- _WHAT YOU ARE ASKED TO DO_
Stop at the line containing "Please list the": every line of the listing from the first up to that one must be set down exactly.

SOURCE DATA section start

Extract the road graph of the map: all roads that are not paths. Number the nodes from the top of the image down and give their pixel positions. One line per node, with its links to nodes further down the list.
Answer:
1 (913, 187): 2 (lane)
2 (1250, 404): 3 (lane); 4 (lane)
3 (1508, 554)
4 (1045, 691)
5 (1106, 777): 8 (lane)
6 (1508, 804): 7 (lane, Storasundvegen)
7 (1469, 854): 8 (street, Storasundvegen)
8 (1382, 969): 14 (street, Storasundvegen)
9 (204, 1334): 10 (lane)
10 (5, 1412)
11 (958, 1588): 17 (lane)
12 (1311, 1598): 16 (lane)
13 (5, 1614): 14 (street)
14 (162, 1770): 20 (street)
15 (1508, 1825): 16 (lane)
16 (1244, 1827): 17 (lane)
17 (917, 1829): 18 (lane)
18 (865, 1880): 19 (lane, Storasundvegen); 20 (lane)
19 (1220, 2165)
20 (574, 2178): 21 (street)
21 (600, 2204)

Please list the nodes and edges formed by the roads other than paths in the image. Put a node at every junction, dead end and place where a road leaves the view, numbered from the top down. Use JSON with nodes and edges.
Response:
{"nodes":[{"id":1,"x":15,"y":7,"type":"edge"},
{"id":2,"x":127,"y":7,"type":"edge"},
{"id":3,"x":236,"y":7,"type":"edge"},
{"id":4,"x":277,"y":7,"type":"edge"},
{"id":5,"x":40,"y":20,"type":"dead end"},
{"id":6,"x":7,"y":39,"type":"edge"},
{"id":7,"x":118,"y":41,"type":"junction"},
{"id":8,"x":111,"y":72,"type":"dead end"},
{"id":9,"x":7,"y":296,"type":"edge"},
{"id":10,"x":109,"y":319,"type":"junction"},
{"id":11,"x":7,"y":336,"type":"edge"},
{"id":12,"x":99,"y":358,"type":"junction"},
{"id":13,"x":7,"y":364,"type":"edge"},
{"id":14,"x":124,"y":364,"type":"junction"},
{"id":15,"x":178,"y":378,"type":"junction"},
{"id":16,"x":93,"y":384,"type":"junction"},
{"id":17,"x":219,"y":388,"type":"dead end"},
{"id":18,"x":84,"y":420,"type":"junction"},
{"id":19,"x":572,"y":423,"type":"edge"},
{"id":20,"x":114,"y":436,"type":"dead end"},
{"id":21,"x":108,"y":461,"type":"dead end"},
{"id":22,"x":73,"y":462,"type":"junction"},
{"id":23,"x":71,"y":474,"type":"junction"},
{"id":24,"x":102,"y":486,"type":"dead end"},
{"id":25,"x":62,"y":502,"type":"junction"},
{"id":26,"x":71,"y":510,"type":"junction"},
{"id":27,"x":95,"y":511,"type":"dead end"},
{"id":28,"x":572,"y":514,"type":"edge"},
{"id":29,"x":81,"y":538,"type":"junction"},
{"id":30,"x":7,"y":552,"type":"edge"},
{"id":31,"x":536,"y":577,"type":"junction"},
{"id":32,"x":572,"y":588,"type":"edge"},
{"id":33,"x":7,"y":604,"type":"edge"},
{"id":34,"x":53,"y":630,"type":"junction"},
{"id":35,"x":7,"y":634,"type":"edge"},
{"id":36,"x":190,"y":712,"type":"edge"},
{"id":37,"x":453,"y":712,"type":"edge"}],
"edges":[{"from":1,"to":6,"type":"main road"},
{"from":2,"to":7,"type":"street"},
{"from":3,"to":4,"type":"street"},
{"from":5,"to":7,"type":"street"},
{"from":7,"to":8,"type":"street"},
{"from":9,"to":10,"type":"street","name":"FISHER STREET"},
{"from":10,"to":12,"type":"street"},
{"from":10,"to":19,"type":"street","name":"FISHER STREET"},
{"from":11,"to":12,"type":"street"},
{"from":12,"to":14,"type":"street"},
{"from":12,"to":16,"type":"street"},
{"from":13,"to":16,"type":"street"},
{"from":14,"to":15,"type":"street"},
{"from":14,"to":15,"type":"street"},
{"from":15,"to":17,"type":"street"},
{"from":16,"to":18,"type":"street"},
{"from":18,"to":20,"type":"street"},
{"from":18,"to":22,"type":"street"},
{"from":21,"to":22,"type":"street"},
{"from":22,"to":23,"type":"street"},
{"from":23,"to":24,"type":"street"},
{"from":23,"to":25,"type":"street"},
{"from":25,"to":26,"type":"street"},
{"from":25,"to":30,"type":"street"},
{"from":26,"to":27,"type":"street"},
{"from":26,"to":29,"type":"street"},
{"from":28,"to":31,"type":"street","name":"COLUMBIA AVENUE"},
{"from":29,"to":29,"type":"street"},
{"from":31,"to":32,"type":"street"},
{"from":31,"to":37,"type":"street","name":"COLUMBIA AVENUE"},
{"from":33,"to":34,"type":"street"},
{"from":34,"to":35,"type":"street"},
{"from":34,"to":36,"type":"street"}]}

SOURCE DATA section end

- _RESPONSE_
Extract the road graph of the map: all roads that are not paths. Number the nodes from the top of the image down and give their pixel positions. One line per node, with its links to nodes further down the list.
Answer:
1 (913, 187): 2 (lane)
2 (1250, 404): 3 (lane); 4 (lane)
3 (1508, 554)
4 (1045, 691)
5 (1106, 777): 8 (lane)
6 (1508, 804): 7 (lane, Storasundvegen)
7 (1469, 854): 8 (street, Storasundvegen)
8 (1382, 969): 14 (street, Storasundvegen)
9 (204, 1334): 10 (lane)
10 (5, 1412)
11 (958, 1588): 17 (lane)
12 (1311, 1598): 16 (lane)
13 (5, 1614): 14 (street)
14 (162, 1770): 20 (street)
15 (1508, 1825): 16 (lane)
16 (1244, 1827): 17 (lane)
17 (917, 1829): 18 (lane)
18 (865, 1880): 19 (lane, Storasundvegen); 20 (lane)
19 (1220, 2165)
20 (574, 2178): 21 (street)
21 (600, 2204)

Please list the nodes and edges formed by the roads other than paths in the image. Put a node at every junction, dead end and place where a road leaves the view, numbered from the top down. Use JSON with nodes and edges.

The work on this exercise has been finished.